▶ _Data for this task_
========================

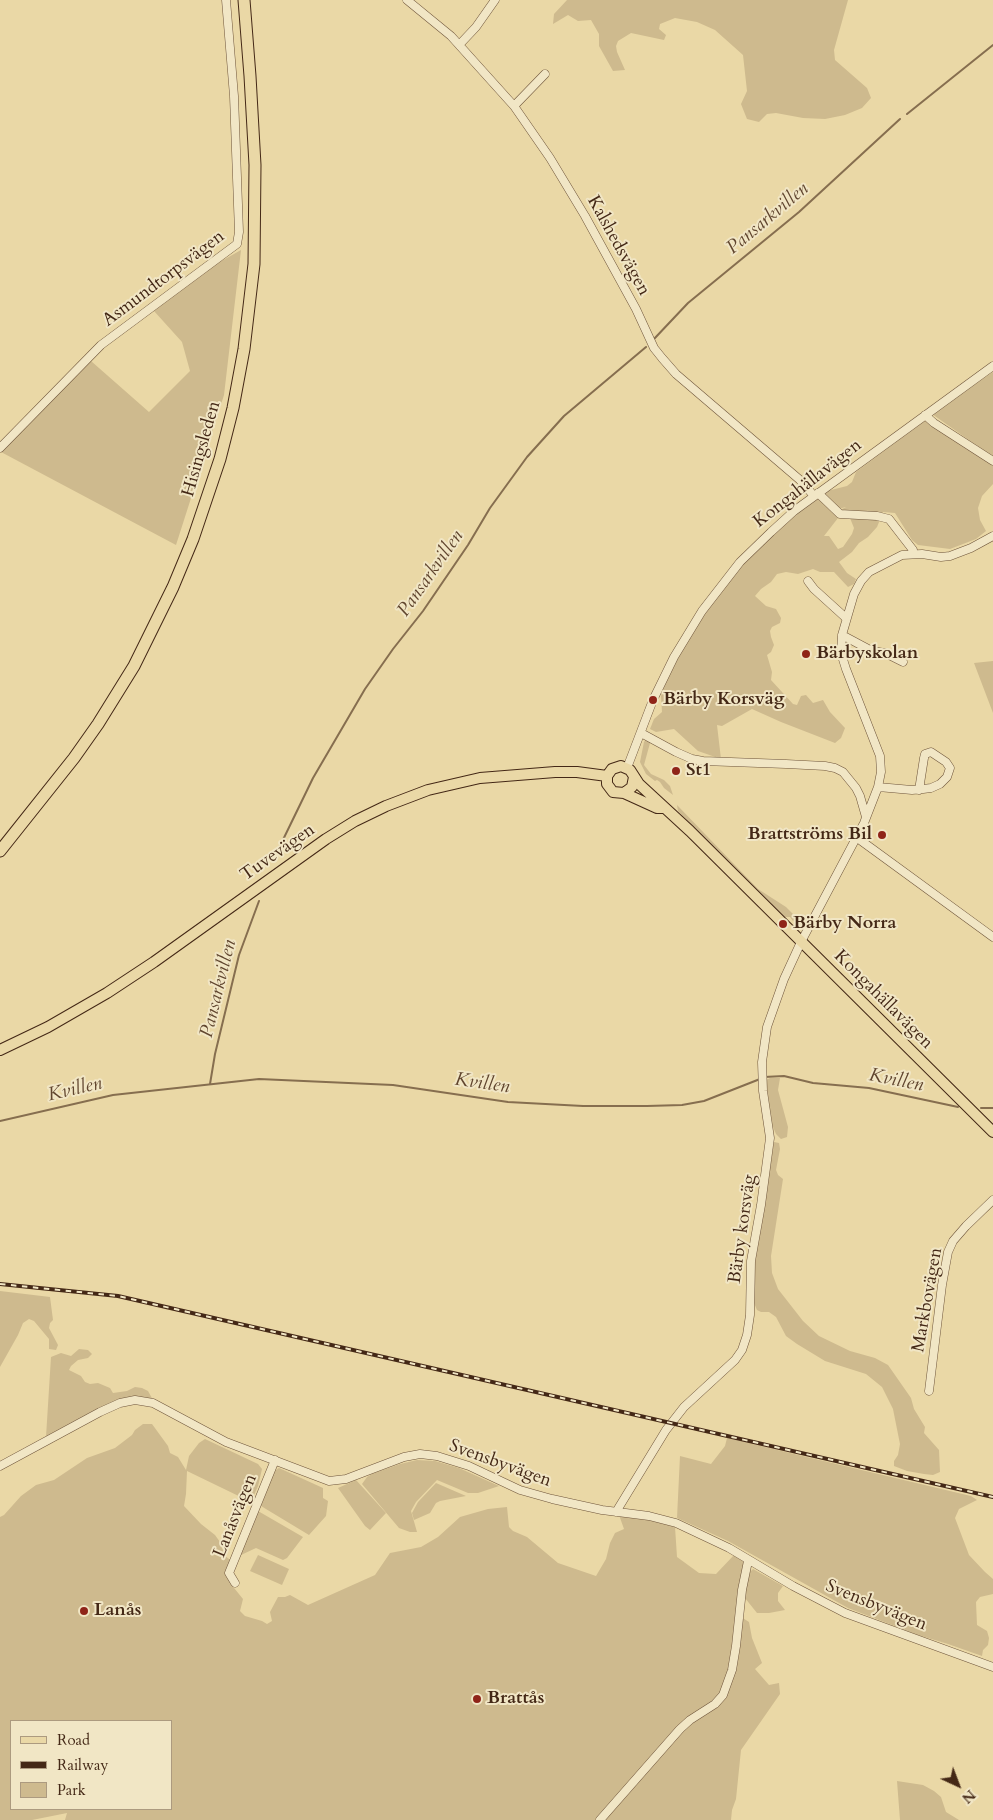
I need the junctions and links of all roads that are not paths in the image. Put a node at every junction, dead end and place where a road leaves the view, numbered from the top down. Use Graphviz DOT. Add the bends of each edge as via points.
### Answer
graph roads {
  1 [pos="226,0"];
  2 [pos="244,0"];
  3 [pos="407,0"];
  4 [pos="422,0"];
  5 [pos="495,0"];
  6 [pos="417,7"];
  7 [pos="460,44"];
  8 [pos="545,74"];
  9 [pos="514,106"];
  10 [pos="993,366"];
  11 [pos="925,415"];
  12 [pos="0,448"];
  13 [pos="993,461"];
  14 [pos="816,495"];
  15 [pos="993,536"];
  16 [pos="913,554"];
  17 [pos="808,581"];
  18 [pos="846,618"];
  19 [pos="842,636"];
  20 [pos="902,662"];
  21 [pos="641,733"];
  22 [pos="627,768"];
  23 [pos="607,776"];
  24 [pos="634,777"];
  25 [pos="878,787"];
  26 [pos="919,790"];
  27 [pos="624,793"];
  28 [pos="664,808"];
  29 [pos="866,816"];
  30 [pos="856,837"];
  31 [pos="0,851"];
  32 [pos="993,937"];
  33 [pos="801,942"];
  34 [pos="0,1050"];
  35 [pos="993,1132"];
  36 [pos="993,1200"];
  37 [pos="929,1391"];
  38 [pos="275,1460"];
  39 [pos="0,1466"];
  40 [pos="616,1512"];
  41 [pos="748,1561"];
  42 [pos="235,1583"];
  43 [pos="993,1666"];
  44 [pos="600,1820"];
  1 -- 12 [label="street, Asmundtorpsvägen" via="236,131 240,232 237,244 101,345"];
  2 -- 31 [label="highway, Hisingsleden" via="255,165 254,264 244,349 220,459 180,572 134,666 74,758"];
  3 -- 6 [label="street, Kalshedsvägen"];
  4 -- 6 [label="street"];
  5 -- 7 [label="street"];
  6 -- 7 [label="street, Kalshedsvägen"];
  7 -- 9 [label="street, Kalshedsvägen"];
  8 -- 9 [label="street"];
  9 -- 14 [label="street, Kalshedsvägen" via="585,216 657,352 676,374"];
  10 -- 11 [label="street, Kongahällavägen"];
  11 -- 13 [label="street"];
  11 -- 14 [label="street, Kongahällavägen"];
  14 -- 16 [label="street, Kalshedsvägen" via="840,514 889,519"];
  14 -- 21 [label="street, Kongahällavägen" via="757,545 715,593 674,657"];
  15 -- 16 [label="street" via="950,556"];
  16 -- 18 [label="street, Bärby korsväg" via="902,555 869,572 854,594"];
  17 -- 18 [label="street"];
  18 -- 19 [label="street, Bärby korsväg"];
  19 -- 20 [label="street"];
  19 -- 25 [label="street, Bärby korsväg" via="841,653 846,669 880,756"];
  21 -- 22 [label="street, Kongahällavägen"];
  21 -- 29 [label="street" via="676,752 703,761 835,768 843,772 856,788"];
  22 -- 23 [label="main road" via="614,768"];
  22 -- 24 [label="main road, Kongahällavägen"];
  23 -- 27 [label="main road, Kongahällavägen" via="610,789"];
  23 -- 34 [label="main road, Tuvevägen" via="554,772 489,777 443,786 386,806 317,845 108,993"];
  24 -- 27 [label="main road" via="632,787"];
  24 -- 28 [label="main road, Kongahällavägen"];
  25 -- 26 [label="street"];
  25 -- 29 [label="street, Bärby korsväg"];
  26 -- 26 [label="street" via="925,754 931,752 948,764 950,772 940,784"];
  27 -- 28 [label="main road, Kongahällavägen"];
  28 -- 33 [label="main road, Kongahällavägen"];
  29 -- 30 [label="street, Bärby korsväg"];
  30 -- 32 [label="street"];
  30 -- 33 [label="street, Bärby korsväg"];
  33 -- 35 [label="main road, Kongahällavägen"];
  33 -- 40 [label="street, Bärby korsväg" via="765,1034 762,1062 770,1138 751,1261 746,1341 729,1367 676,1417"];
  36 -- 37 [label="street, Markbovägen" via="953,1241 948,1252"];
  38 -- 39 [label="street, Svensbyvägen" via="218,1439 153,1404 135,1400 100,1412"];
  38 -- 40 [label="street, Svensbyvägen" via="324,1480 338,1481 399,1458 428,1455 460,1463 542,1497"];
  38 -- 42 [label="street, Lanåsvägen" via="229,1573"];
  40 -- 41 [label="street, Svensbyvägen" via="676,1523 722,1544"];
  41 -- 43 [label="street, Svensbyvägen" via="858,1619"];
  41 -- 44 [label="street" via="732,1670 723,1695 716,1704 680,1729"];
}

========================

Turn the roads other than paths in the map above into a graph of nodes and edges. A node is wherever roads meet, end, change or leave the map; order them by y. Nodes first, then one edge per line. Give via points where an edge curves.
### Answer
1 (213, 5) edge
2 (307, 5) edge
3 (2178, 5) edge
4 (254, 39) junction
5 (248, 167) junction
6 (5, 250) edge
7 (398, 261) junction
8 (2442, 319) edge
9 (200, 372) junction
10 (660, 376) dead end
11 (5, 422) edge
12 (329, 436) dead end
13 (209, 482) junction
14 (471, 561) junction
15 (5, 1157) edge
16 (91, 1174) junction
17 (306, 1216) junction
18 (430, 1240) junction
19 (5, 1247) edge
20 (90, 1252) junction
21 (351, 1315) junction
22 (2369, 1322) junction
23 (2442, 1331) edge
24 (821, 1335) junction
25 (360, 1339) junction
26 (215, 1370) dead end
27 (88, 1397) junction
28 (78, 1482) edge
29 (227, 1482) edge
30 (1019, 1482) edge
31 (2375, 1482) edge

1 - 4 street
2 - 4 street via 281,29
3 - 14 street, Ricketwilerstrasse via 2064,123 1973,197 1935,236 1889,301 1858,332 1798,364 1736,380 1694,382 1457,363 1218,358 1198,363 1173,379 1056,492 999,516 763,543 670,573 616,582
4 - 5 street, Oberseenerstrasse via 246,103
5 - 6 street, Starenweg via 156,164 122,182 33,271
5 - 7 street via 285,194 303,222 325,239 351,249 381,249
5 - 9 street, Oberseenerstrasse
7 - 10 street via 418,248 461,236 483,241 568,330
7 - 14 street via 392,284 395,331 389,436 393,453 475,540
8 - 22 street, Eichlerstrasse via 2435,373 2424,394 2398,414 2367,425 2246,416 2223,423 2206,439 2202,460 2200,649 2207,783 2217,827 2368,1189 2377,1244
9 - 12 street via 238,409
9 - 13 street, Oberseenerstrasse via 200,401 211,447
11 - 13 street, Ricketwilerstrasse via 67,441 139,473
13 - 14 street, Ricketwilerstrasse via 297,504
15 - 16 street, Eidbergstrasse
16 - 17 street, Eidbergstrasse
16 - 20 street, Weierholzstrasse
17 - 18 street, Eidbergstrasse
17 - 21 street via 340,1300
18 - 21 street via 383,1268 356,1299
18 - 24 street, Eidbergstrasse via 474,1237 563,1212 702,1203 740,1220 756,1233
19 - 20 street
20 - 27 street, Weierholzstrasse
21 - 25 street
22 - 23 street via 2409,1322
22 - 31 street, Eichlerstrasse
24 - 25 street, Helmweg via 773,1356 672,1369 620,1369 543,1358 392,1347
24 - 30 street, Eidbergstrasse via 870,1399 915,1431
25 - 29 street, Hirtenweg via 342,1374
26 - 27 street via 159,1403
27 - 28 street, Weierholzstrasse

========================

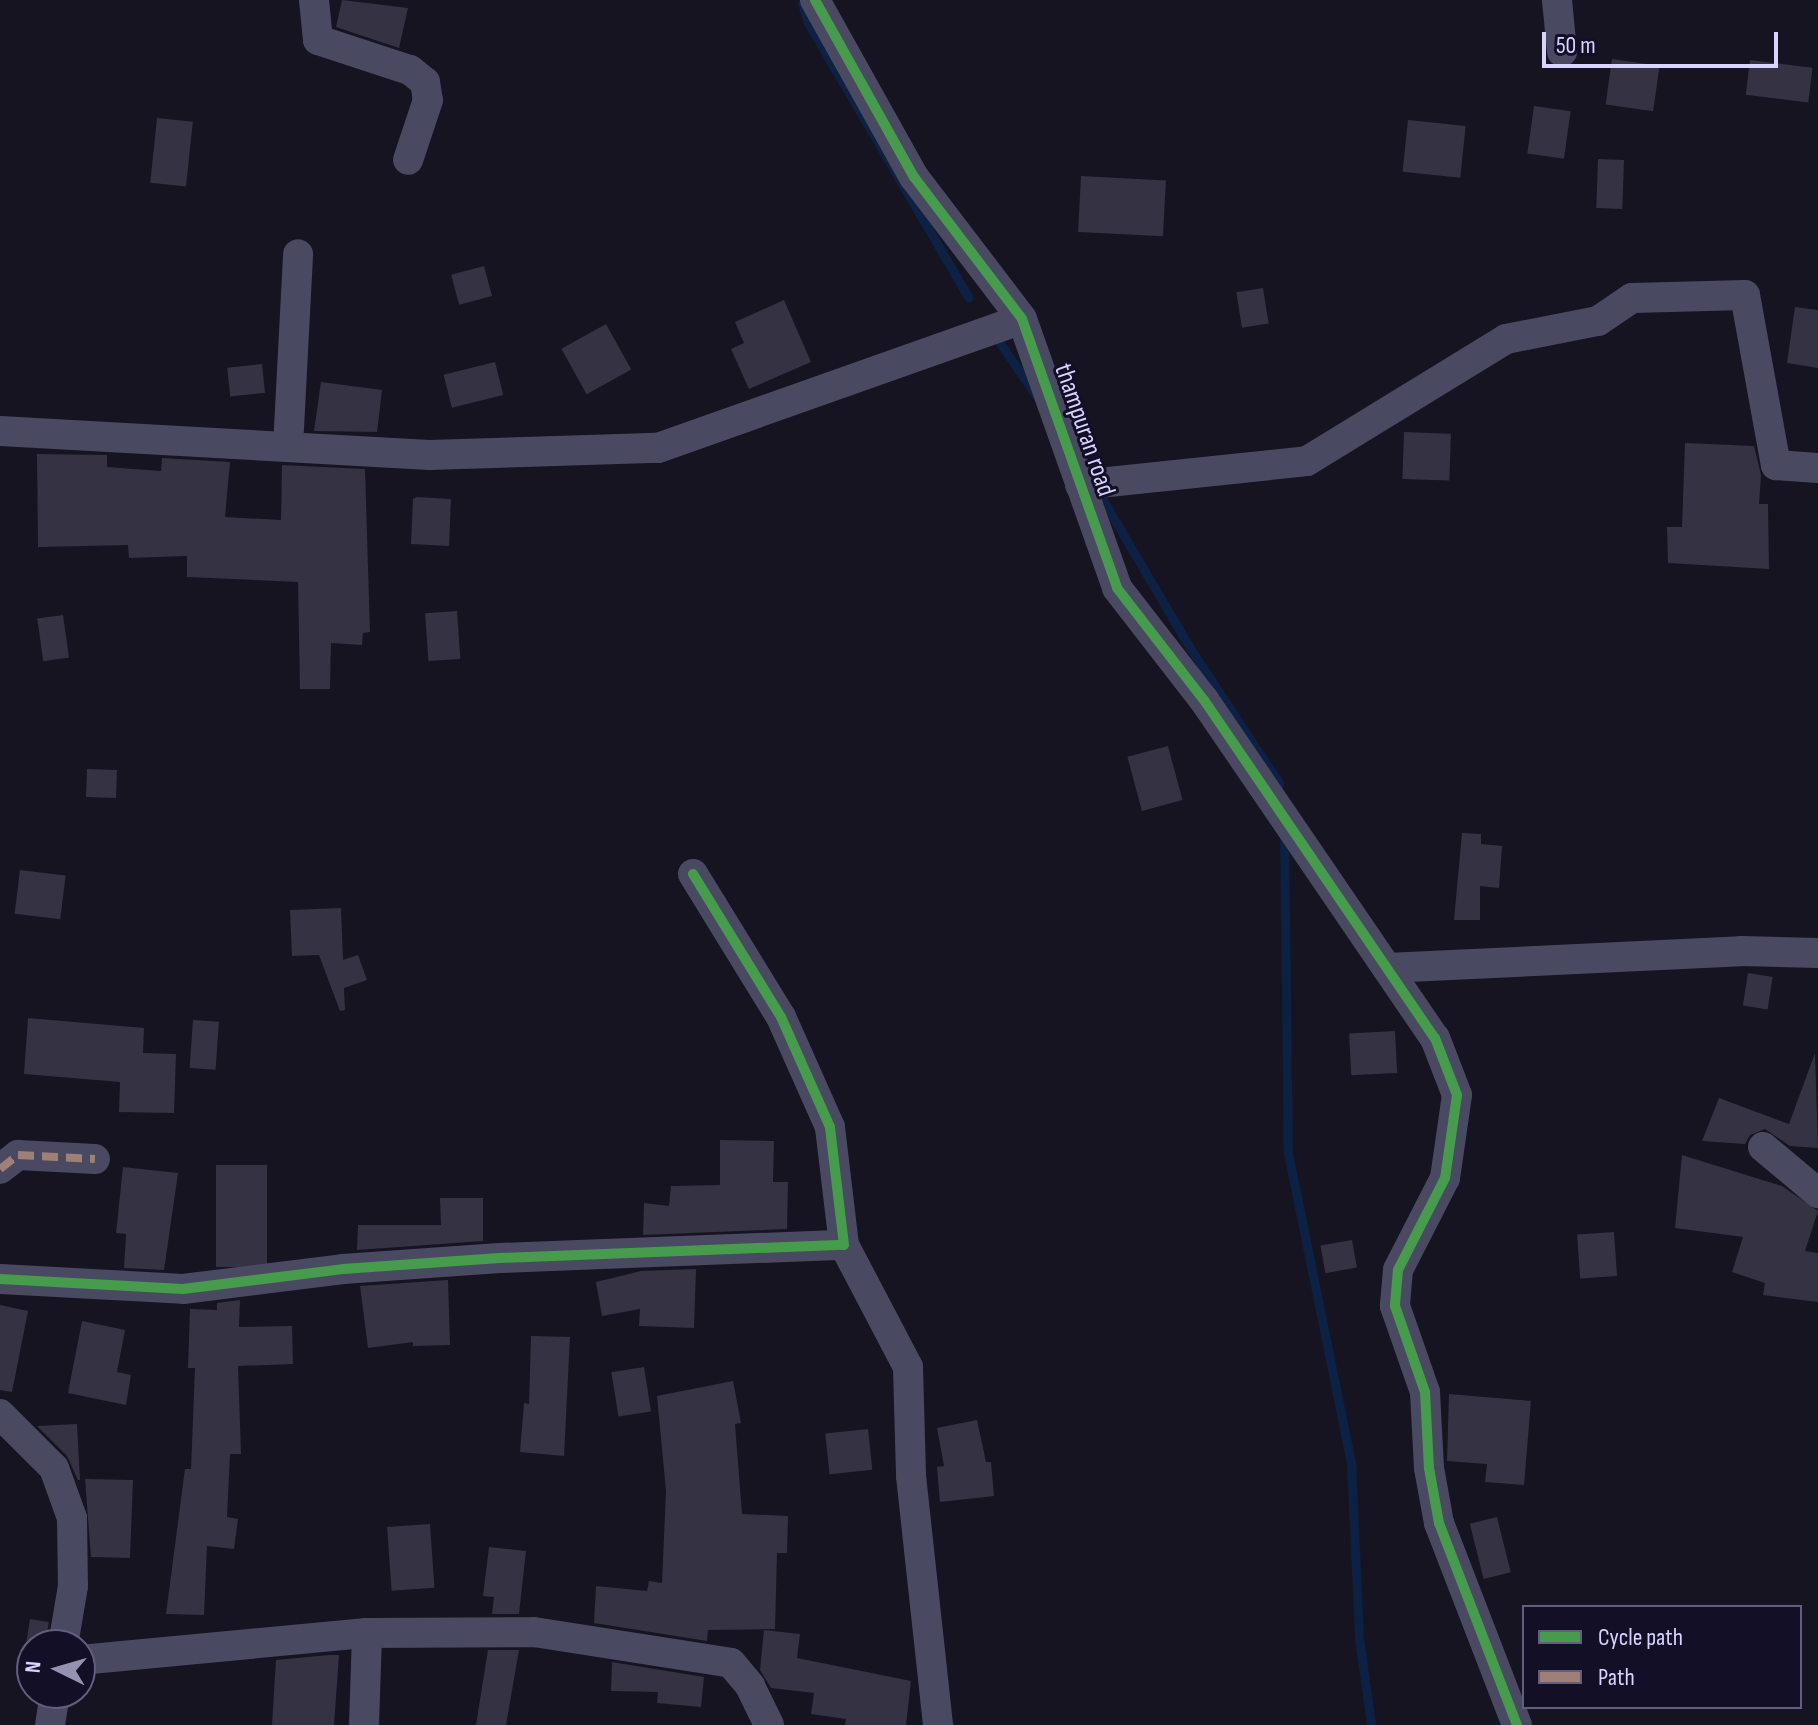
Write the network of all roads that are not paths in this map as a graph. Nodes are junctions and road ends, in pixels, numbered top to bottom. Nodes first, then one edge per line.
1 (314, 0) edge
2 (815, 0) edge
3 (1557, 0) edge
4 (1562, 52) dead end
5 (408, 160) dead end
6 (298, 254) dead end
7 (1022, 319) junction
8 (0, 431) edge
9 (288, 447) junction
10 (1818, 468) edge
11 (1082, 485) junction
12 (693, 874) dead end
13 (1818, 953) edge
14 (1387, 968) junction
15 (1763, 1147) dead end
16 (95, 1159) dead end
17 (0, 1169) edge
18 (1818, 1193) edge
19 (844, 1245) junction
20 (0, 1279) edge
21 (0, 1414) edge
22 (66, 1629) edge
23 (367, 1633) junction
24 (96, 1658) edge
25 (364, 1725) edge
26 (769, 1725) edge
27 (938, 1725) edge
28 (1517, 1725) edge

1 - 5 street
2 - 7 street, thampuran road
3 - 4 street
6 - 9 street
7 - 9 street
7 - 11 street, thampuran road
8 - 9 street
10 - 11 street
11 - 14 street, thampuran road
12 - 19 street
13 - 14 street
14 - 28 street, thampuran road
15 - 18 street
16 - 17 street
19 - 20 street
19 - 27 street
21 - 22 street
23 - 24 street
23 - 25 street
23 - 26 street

========================

▶ _Directions_
What is needed is every line of the records above that contains the word "points".

▶ _Answer_
I need the junctions and links of all roads that are not paths in the image. Put a node at every junction, dead end and place where a road leaves the view, numbered from the top down. Use Graphviz DOT. Add the bends of each edge as via points.
Turn the roads other than paths in the map above into a graph of nodes and edges. A node is wherever roads meet, end, change or leave the map; order them by y. Nodes first, then one edge per line. Give via points where an edge curves.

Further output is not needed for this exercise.